最近は山が生きて見えないのです。もっと正確に言うと、自分たちが作った火山のモデルなり理論なり数式なりの中には全然生きた火山が入っていない。わたしたちはまったく見当違いの方向を見ている。そういう気がするのです。

 という感じ。
 
 反対に、読むときも似たようなもので、「君の読むところのものは、その人の糟粕(残り滓)のみ」という言葉が『荘子』にはある。


 しかし人はやっぱり、何かを伝えようとする。物語を求めるし、作ろうとする。

 ジム・ジャームッシュ監督『リミッツ・オブ・コントロール』という映画があって、おれはけっこう好きなのだが、普通に観るとあれ、退屈である。なぜならストーリーと呼べるものがないから。
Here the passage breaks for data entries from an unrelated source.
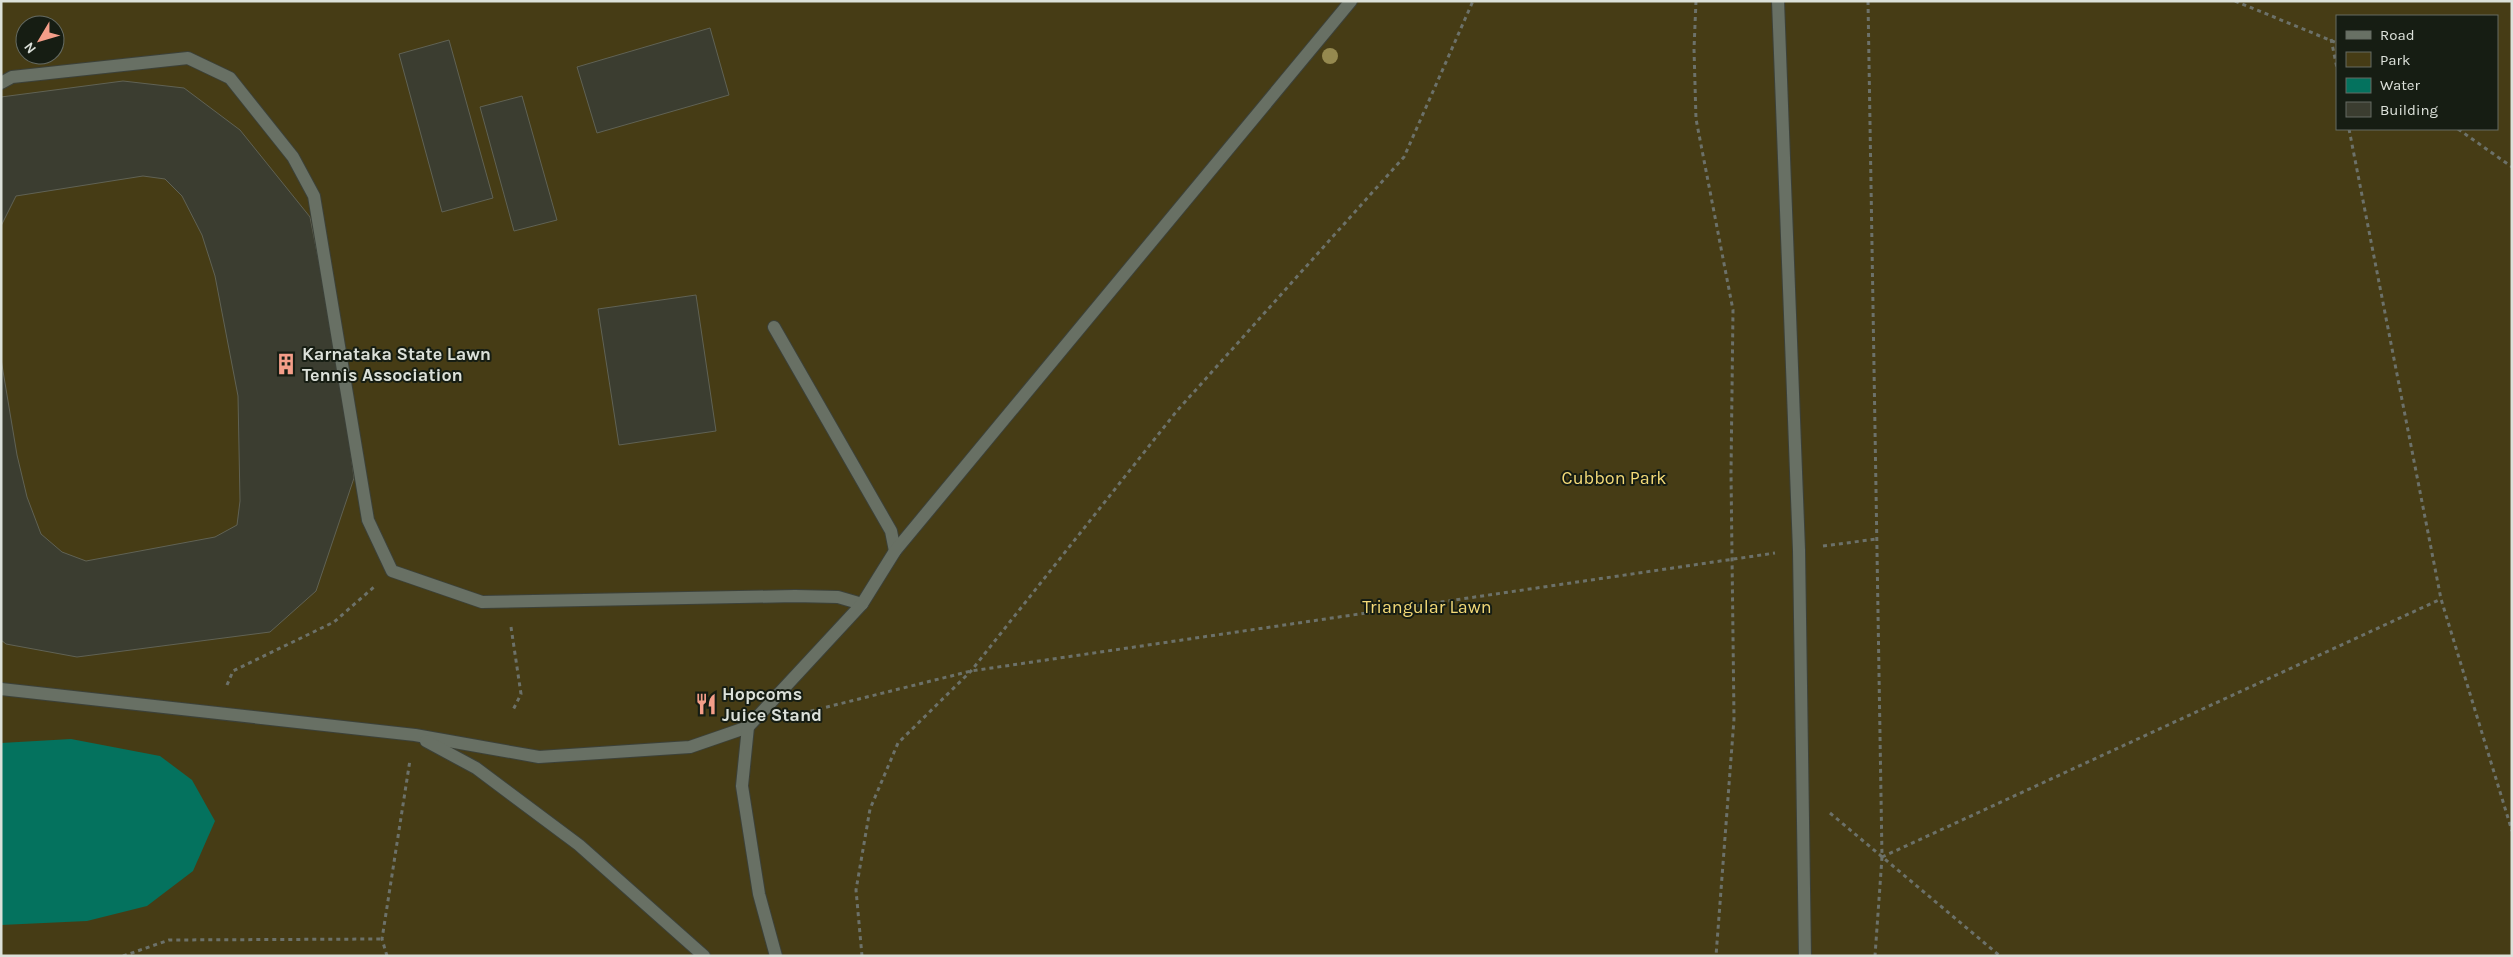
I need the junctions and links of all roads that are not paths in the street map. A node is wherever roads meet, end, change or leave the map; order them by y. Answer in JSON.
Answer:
{"nodes":[{"id":1,"x":1351,"y":1,"type":"edge"},
{"id":2,"x":1778,"y":1,"type":"edge"},
{"id":3,"x":1,"y":83,"type":"edge"},
{"id":4,"x":774,"y":327,"type":"dead end"},
{"id":5,"x":895,"y":551,"type":"junction"},
{"id":6,"x":862,"y":604,"type":"junction"},
{"id":7,"x":1,"y":689,"type":"edge"},
{"id":8,"x":748,"y":727,"type":"junction"},
{"id":9,"x":414,"y":735,"type":"junction"},
{"id":10,"x":704,"y":956,"type":"edge"},
{"id":11,"x":776,"y":956,"type":"edge"},
{"id":12,"x":1805,"y":956,"type":"edge"}],
"edges":[{"from":1,"to":5,"type":"street"},
{"from":2,"to":12,"type":"street"},
{"from":3,"to":6,"type":"street"},
{"from":4,"to":5,"type":"street"},
{"from":5,"to":6,"type":"street"},
{"from":6,"to":8,"type":"street"},
{"from":7,"to":9,"type":"street"},
{"from":8,"to":9,"type":"street"},
{"from":8,"to":11,"type":"street"},
{"from":9,"to":10,"type":"street"}]}
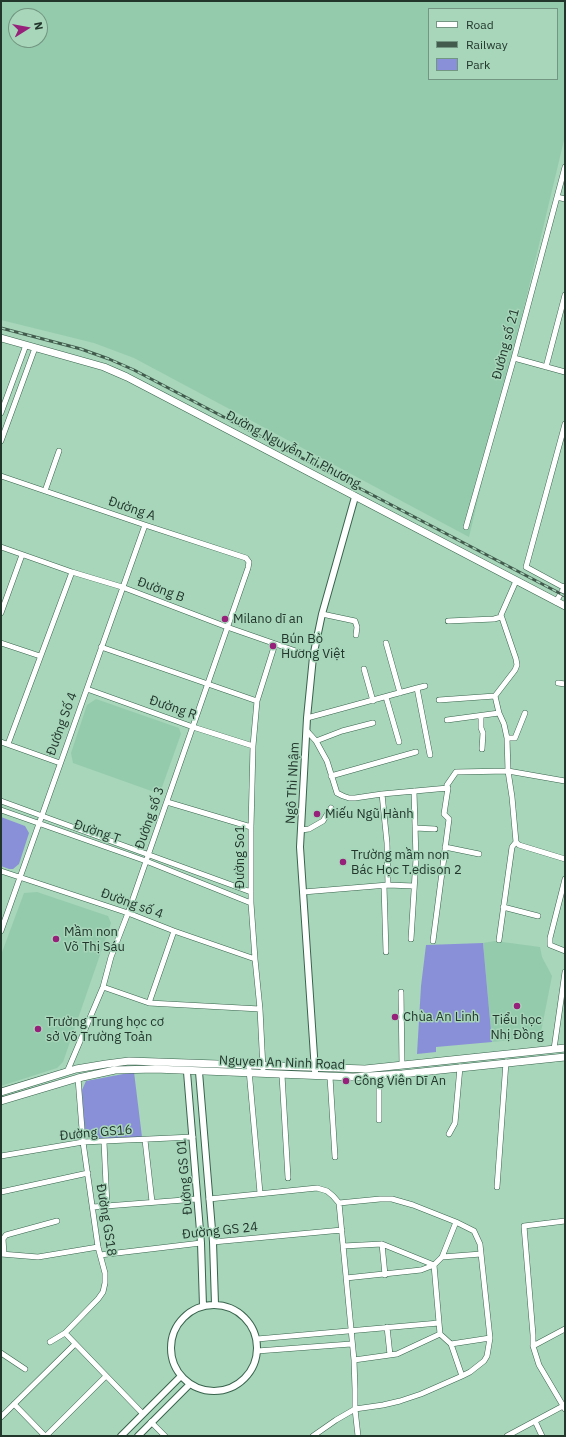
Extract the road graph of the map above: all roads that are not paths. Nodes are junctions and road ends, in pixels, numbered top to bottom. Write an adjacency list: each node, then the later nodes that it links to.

「孤独な男」という殺し屋が、1つの町で仲間らしき登場人物の一人と内容も脈絡もない話を訥々として、次の町へ移動して、そこでまた別の1人と訥々と話し、次の町へ行く。その繰り返し。ただそれだけ。登場人物たちがそれぞれに話すことに何の意味も因果関係もないし、ストーリーがないから眠くなる。実際はじめて観たときは寝てしまった。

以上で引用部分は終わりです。